A window cleaner stole £500,000 of paintings from the home of late renowned artist Alan Davie, a court has heard.
Daniel Pressland regularly cleaned the windows at the painter's home and knew there was an insecure window that wouldn't close properly on the first floor, it has been claimed.
Following his death in April 2014 at the age of 93, it is alleged the window cleaner, who also did odd jobs for the painter, stole 31 paintings in a series of break-ins.
The final break-in occurred in April 2015 and police found Mr Pressland at the property in Rush Green, Hertford following a call from a neighbour.
In the back of his transit van, said prosecutor Sarah Morris, were three of Mr Davie's paintings wrapped in a duvet and sheet.
Two were worth £70,000 each and one was valued at £50,000, making the total haul worth £190,000, said Miss Morris.
A jury at St Albans crown court was told that during an interview with the police Mr Pressland told them he kept his ladders in the painter's garage and, having gone there to collect them, saw the three works of art which he assumed had been "put out there for the rubbish."

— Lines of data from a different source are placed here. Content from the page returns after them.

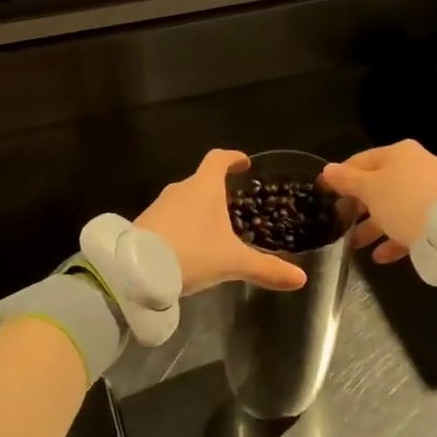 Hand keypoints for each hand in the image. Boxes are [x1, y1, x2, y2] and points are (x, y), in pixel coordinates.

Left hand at [138, 150, 306, 293]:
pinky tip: (189, 247)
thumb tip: (301, 278)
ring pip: (184, 200)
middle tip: (233, 206)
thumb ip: (266, 268)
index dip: (233, 158)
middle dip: (217, 191)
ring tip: (213, 230)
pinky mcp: (144, 223)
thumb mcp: (232, 262)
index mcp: (204, 186)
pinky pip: (169, 217)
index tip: (244, 163)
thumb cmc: (191, 253)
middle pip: (201, 181)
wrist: (136, 270)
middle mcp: (180, 189)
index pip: (219, 159)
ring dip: (198, 210)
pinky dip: (182, 225)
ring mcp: (159, 205)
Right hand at [322, 141, 436, 264]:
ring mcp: (428, 191)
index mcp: (397, 153)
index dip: (338, 178)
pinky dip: (393, 238)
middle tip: (338, 223)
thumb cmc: (403, 202)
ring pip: (391, 206)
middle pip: (376, 185)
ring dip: (371, 226)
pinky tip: (379, 256)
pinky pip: (408, 223)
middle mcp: (414, 166)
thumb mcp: (368, 189)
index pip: (358, 161)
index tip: (323, 196)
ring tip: (354, 245)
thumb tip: (327, 170)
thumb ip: (346, 180)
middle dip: (356, 206) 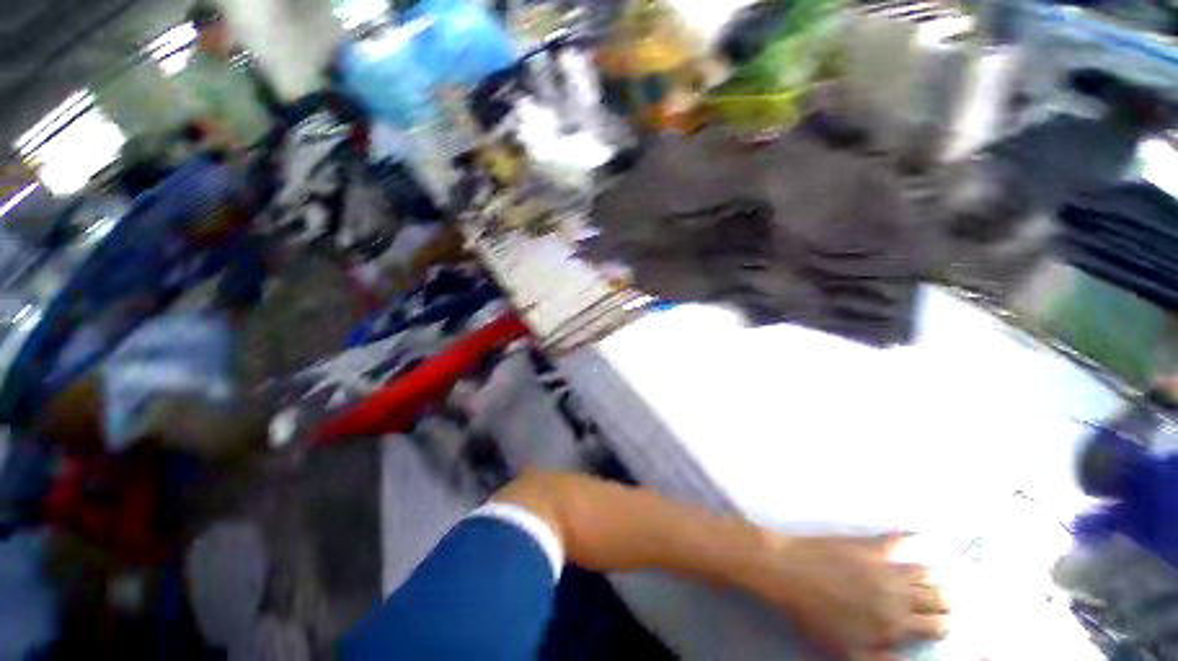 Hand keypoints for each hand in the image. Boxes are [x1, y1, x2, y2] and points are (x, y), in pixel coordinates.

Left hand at [756, 534, 947, 660]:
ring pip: (922, 571)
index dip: (942, 626)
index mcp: (895, 622)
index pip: (937, 625)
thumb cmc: (814, 616)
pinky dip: (908, 539)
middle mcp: (897, 593)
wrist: (787, 571)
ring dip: (931, 577)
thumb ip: (885, 660)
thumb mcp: (849, 652)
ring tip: (933, 580)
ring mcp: (882, 565)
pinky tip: (915, 535)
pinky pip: (894, 540)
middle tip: (942, 603)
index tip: (942, 625)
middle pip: (935, 596)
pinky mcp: (866, 544)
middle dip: (942, 601) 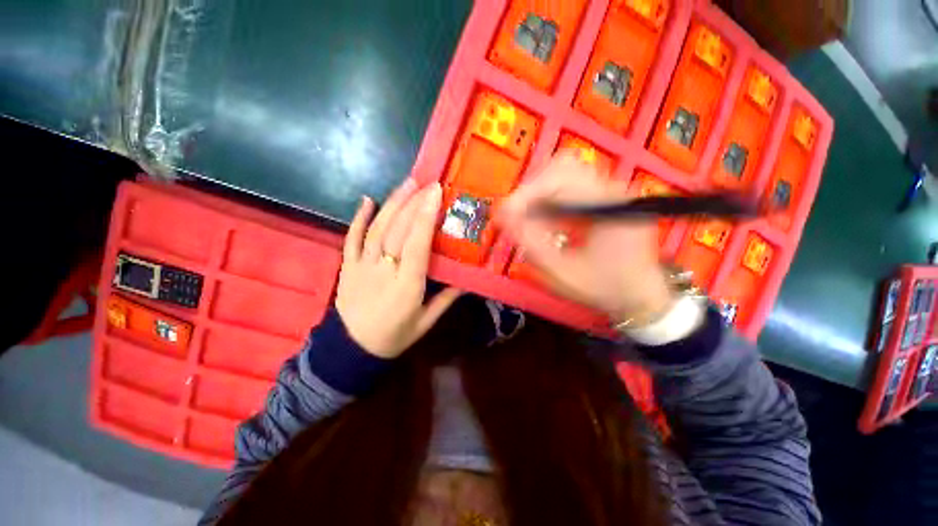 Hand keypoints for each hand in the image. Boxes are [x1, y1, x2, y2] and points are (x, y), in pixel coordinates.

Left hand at [336, 180, 461, 357]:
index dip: (425, 217)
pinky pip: (351, 239)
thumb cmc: (395, 336)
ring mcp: (361, 267)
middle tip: (425, 182)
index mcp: (407, 286)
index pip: (417, 245)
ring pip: (376, 230)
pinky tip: (367, 200)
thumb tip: (468, 279)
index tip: (435, 194)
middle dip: (412, 203)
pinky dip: (358, 218)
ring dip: (392, 204)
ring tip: (406, 184)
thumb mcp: (426, 322)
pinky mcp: (347, 267)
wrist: (352, 350)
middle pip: (397, 231)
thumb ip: (446, 298)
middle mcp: (384, 271)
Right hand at [498, 153, 674, 324]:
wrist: (640, 297)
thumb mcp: (562, 272)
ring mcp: (610, 190)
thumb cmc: (604, 289)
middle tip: (516, 217)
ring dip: (539, 194)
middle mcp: (613, 189)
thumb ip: (531, 244)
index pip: (560, 179)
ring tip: (528, 220)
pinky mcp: (605, 197)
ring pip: (564, 173)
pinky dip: (549, 200)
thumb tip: (504, 218)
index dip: (526, 194)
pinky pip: (570, 186)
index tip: (504, 215)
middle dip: (531, 191)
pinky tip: (545, 221)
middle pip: (562, 167)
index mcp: (609, 205) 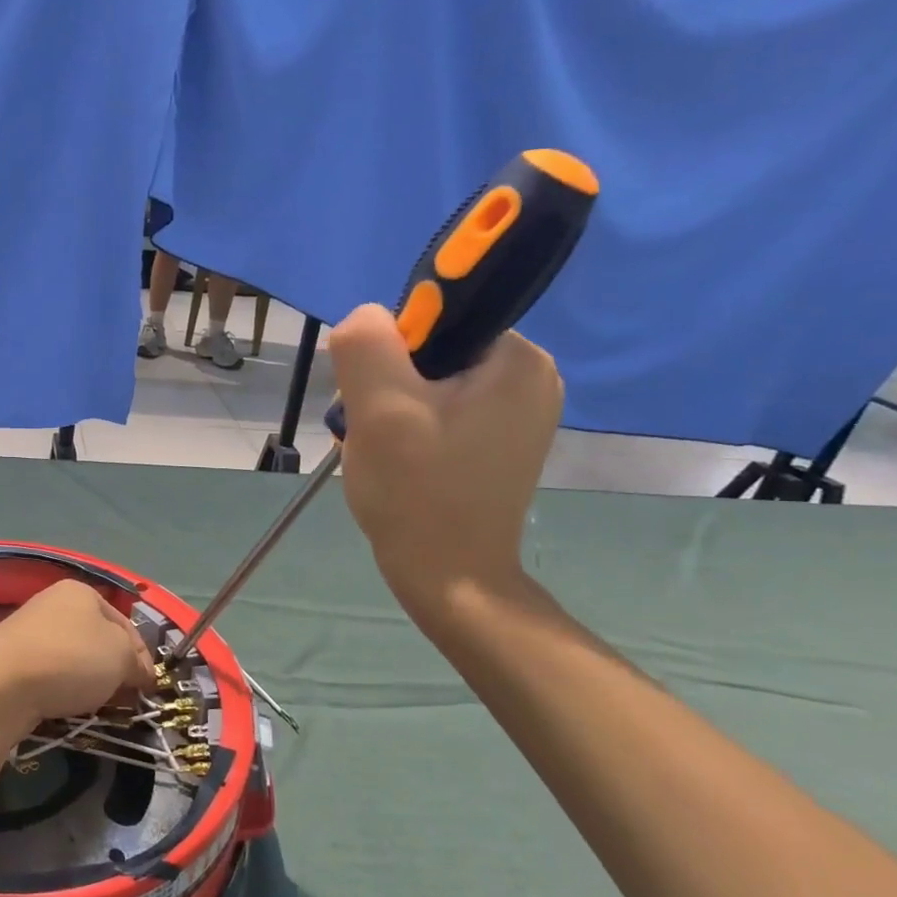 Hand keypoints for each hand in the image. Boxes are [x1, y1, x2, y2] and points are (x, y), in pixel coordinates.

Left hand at [0, 580, 156, 730]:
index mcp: (82, 592)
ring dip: (88, 683)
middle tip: (125, 701)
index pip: (125, 624)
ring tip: (96, 708)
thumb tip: (139, 674)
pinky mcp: (10, 660)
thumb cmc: (71, 658)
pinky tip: (64, 707)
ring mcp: (29, 631)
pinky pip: (49, 675)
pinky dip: (61, 690)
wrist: (1, 683)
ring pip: (73, 659)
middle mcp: (53, 604)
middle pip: (98, 641)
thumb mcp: (121, 656)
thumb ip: (136, 663)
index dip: (142, 656)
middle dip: (114, 670)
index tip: (149, 688)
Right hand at [327, 303, 562, 612]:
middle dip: (386, 384)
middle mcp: (530, 378)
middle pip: (431, 351)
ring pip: (428, 382)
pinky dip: (407, 428)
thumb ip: (366, 344)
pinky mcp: (498, 441)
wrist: (449, 578)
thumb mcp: (380, 410)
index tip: (373, 397)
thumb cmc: (417, 492)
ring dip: (390, 409)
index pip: (437, 317)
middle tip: (373, 431)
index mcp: (518, 359)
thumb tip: (365, 317)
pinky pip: (439, 410)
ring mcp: (517, 413)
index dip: (390, 350)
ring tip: (382, 451)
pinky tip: (397, 460) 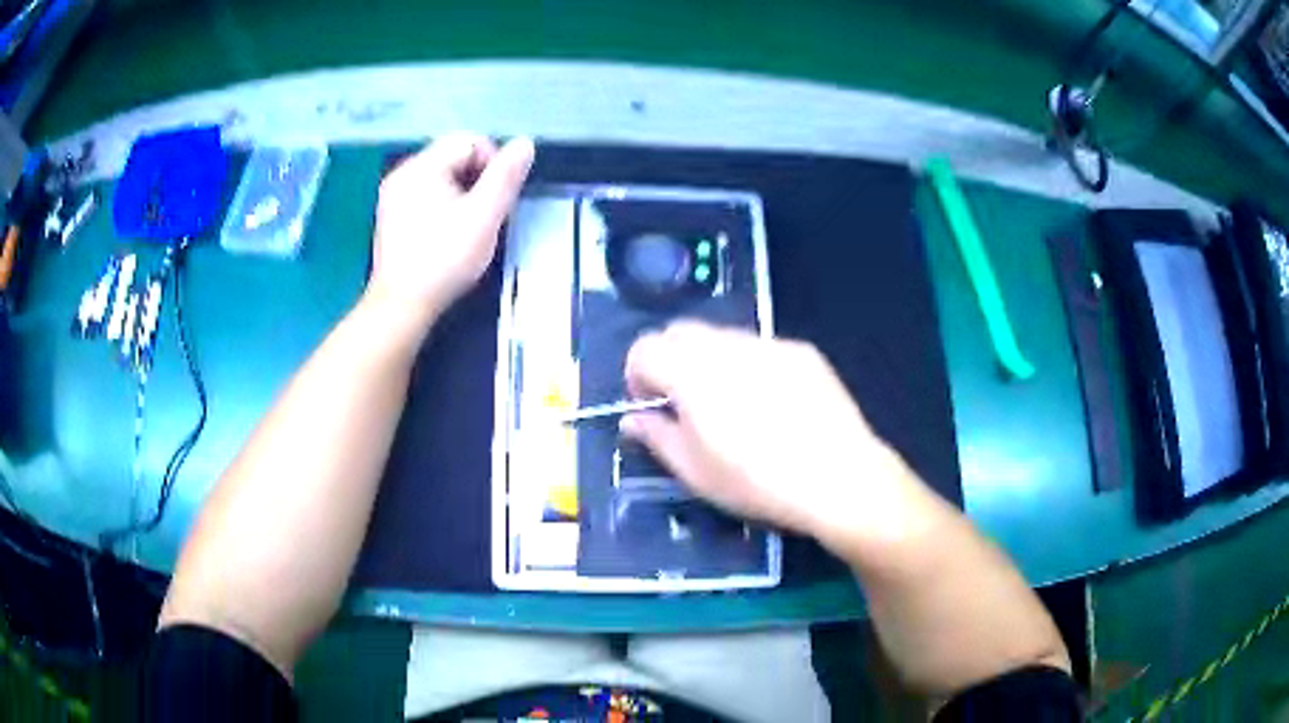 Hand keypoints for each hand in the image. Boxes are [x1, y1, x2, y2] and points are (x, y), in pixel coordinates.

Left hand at [369, 133, 534, 320]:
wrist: (401, 305)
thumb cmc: (444, 259)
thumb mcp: (484, 216)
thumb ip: (506, 176)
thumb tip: (525, 143)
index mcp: (422, 166)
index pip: (470, 141)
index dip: (493, 164)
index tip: (497, 199)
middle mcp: (403, 173)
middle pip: (454, 156)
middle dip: (477, 179)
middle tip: (486, 215)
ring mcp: (393, 195)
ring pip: (441, 177)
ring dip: (462, 193)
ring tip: (469, 226)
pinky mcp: (391, 216)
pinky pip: (426, 194)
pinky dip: (443, 206)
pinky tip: (447, 234)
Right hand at [621, 322, 937, 551]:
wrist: (838, 476)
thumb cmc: (757, 481)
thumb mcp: (695, 472)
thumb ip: (657, 437)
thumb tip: (634, 419)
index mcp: (691, 372)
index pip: (645, 348)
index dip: (637, 375)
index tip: (651, 406)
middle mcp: (727, 345)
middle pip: (680, 332)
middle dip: (670, 360)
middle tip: (684, 403)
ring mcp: (768, 344)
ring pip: (721, 337)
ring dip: (710, 361)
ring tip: (732, 405)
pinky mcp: (801, 351)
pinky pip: (761, 347)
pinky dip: (750, 365)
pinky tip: (773, 404) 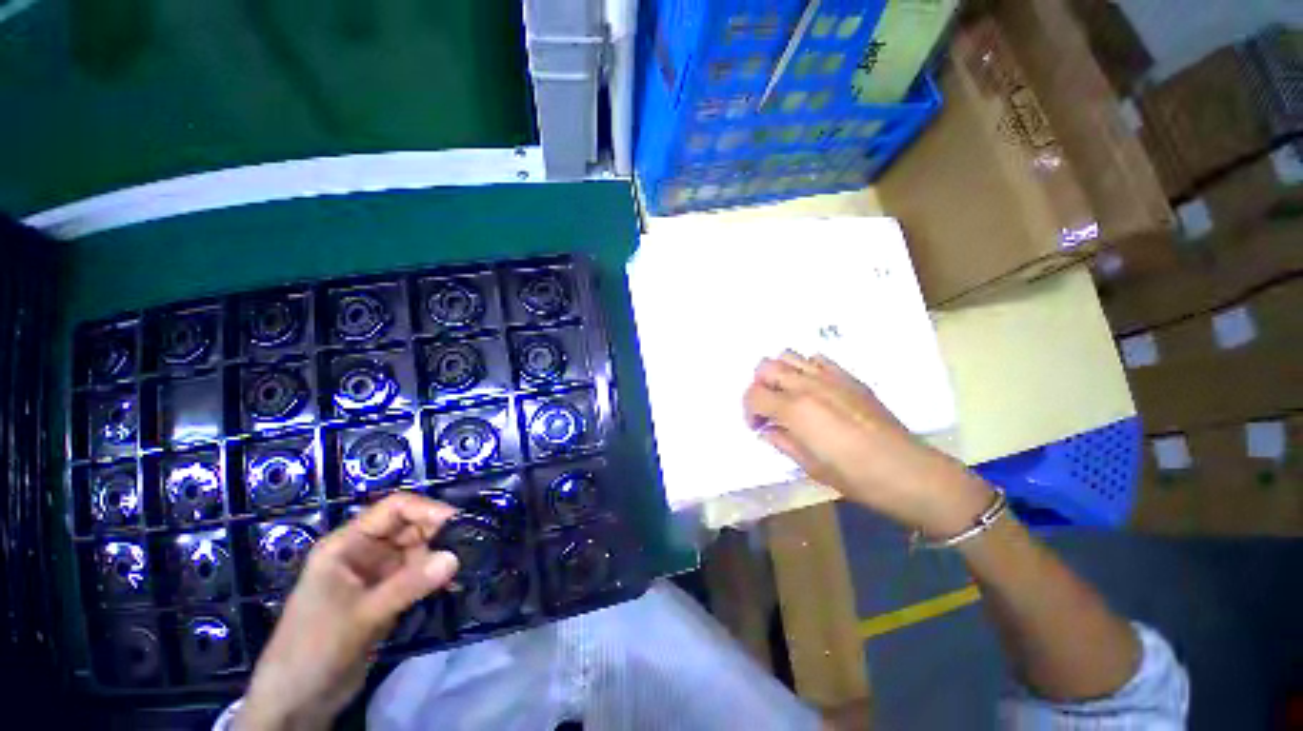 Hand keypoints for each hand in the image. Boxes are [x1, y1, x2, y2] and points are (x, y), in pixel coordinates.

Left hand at [239, 494, 459, 730]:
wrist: (296, 702)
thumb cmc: (314, 647)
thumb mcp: (361, 615)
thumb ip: (408, 585)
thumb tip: (455, 558)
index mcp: (348, 543)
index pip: (394, 508)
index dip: (427, 509)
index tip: (459, 521)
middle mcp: (365, 552)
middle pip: (410, 527)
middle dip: (440, 532)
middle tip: (472, 542)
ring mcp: (377, 575)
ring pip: (418, 551)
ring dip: (441, 555)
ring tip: (468, 563)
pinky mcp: (387, 596)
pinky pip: (418, 576)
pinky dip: (435, 577)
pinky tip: (453, 584)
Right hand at [743, 352, 991, 537]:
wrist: (909, 471)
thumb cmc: (856, 476)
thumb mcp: (810, 466)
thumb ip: (782, 441)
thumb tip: (767, 430)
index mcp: (795, 409)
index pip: (754, 395)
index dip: (748, 410)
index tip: (757, 426)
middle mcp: (807, 385)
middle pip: (765, 367)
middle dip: (758, 386)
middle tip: (768, 408)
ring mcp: (829, 377)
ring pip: (788, 355)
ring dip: (779, 373)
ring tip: (786, 394)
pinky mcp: (849, 377)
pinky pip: (817, 359)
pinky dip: (805, 368)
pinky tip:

"He said he had taken them away as a favour and he thought he would use them for skateboard ramps for his son," said the prosecutor.
The painter was born in Grangemouth, Scotland, and went to the Edinburgh College of Art in the late 1930s. During his life, his works were shown at the Tate Gallery.
The window cleaner is accused of stealing paintings from the artist's home over a year between 2014 and 2015 and passing them to an auction house for sale.
Miss Morris said: "The total value of paintings stolen is approaching half-a-million pounds in 31 paintings."
Mr Pressland, 42, of Billericay, Essex, pleads not guilty to two offences of burglary, two offences of converting criminal property and two offences of transferring criminal property.
With him in the dock is 42-year-old Gavin Challis, of North Street, Nazeing, Essex, who pleads not guilty to possessing criminal property in the shape of two paintings by Alan Davie which were found at his home.
Miss Morris said that after his arrest, a phone belonging to Mr Pressland was examined by the police and, because of text communications found on it, Mr Challis was arrested.
One message found from Mr Challis to his co-defendant read: "Alright mate, how much do you want for one of your big pictures. I need one for my hall."
At his home, said the prosecutor, two paintings by Mr Davie were found there worth in total £26,000.
The men deny the charges and the trial continues.